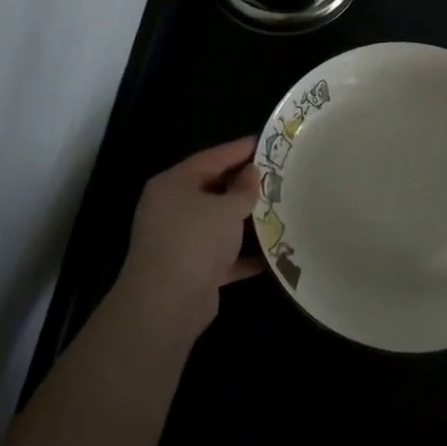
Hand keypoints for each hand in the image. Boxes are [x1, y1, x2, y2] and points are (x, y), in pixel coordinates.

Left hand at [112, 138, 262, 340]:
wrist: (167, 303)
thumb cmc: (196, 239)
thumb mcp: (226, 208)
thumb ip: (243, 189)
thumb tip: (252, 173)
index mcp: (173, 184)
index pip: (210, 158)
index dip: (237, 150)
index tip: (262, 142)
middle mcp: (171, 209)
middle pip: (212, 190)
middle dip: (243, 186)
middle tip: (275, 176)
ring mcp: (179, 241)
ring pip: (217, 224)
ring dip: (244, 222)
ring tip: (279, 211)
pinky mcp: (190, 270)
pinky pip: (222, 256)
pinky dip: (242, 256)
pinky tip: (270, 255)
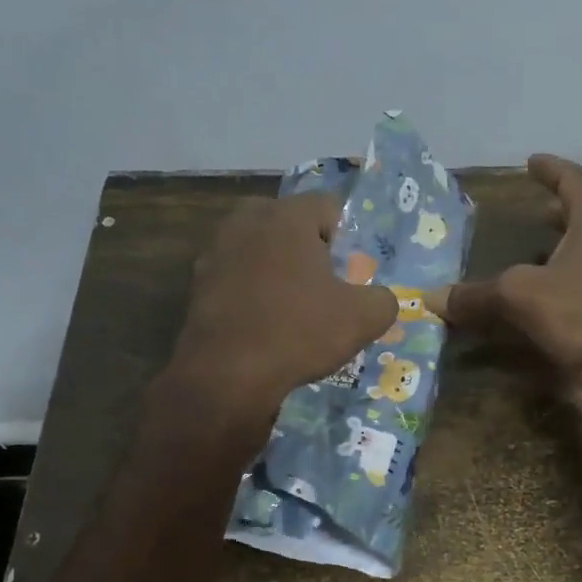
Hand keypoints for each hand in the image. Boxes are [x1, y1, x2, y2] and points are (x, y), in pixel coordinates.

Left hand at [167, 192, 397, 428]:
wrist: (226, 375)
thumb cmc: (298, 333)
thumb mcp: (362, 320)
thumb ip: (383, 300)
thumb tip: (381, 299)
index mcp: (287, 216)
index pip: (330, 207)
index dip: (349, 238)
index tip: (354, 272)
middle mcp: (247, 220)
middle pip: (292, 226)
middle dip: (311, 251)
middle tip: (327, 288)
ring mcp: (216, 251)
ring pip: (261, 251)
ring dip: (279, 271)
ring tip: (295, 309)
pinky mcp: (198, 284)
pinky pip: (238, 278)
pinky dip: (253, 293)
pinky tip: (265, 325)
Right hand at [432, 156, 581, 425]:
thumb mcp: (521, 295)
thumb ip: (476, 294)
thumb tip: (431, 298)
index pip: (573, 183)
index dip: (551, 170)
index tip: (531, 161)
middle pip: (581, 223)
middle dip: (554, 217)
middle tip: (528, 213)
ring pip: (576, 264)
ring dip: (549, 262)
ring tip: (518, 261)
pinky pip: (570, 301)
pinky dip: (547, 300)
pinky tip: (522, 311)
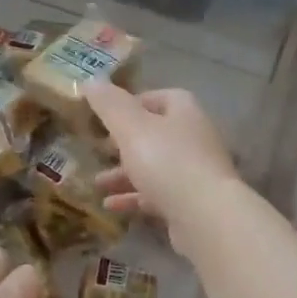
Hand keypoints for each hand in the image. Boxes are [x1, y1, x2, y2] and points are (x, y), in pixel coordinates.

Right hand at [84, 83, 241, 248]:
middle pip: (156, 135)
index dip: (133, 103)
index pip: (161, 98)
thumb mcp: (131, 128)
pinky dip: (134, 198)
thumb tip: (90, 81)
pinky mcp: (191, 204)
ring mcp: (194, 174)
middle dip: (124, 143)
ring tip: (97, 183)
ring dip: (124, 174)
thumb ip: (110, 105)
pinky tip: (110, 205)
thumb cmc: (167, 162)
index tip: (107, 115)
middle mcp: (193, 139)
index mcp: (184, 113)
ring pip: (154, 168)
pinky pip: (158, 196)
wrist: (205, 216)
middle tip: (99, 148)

★ ★ ★ ★ ★ ★ ★

The job is to copy all the records precisely while omitting any picture.

SOLUTION FOR THIS EXERCISE:
Hand keypoints for each hand in the image. Boxes are [x1, y1, x2, y2] and points are (x, y), in pixel coordinates.

Left hand at [112, 138, 262, 340]:
wrist: (167, 303)
thumb cmc: (196, 239)
thumb mcp: (226, 208)
thumb ip: (243, 189)
thumb tip: (252, 173)
index mcp: (173, 184)
index pip: (210, 158)
index dip: (237, 150)
index tip: (262, 142)
middle mcp: (171, 209)
middle pip: (212, 190)
middle dip: (243, 186)
middle tip: (275, 176)
ring mcp: (179, 241)
ring pip: (217, 224)
ring dip: (244, 222)
ring tip: (279, 211)
pinky mcp: (190, 270)
pinky pip: (222, 256)
pinky dip: (242, 256)
pinky tip: (270, 255)
Hand keypoints for each hand in the image. Boxes are [x1, y1, x2, y2] and points are (x, y), in pixel coordinates.

Left hand at [167, 192, 397, 428]:
wrist: (226, 375)
thumb cmc: (298, 333)
thumb mcp: (362, 320)
thumb ip: (383, 300)
thumb tip: (381, 299)
index mcp: (287, 216)
index pip: (330, 207)
index dip: (349, 238)
index tip: (354, 272)
middle mcp: (247, 220)
middle pip: (292, 226)
middle dip: (311, 251)
middle tip: (327, 288)
ring mcp: (216, 251)
ring pip: (261, 251)
ring dip: (279, 271)
ring tip: (295, 309)
pinky mcp: (198, 284)
pinky pip: (238, 278)
pinky dip: (253, 293)
pinky tip: (265, 325)
Right hand at [432, 156, 581, 425]:
thumb mcp: (521, 295)
thumb ip: (476, 294)
thumb tip: (431, 298)
index pip: (573, 183)
index dip: (551, 170)
index tip: (531, 161)
middle pip: (581, 223)
middle dip: (554, 217)
middle tip: (528, 213)
ring pip: (576, 264)
ring dip: (549, 262)
ring tip: (518, 261)
pinky pip: (570, 301)
pinky dip: (547, 300)
pinky tip: (522, 311)
Hand keypoints for each hand in the image. Boxes are [x1, y1, x2, y2] and points are (x, y), in pixel coordinates.

Right hand at [84, 83, 241, 248]:
middle pip: (156, 135)
index dip: (133, 103)
index pip: (161, 98)
thumb mcp: (131, 128)
pinky dip: (134, 198)
thumb tip: (90, 81)
pinky mcp: (191, 204)
ring mcp: (194, 174)
middle dip: (124, 143)
ring tip: (97, 183)
ring dip: (124, 174)
thumb ip: (110, 105)
pinky tip: (110, 205)
thumb cmc: (167, 162)
index tip: (107, 115)
middle mcp: (193, 139)
index mcp: (184, 113)
ring pip: (154, 168)
pinky pip: (158, 196)
wrist: (205, 216)
middle tip: (99, 148)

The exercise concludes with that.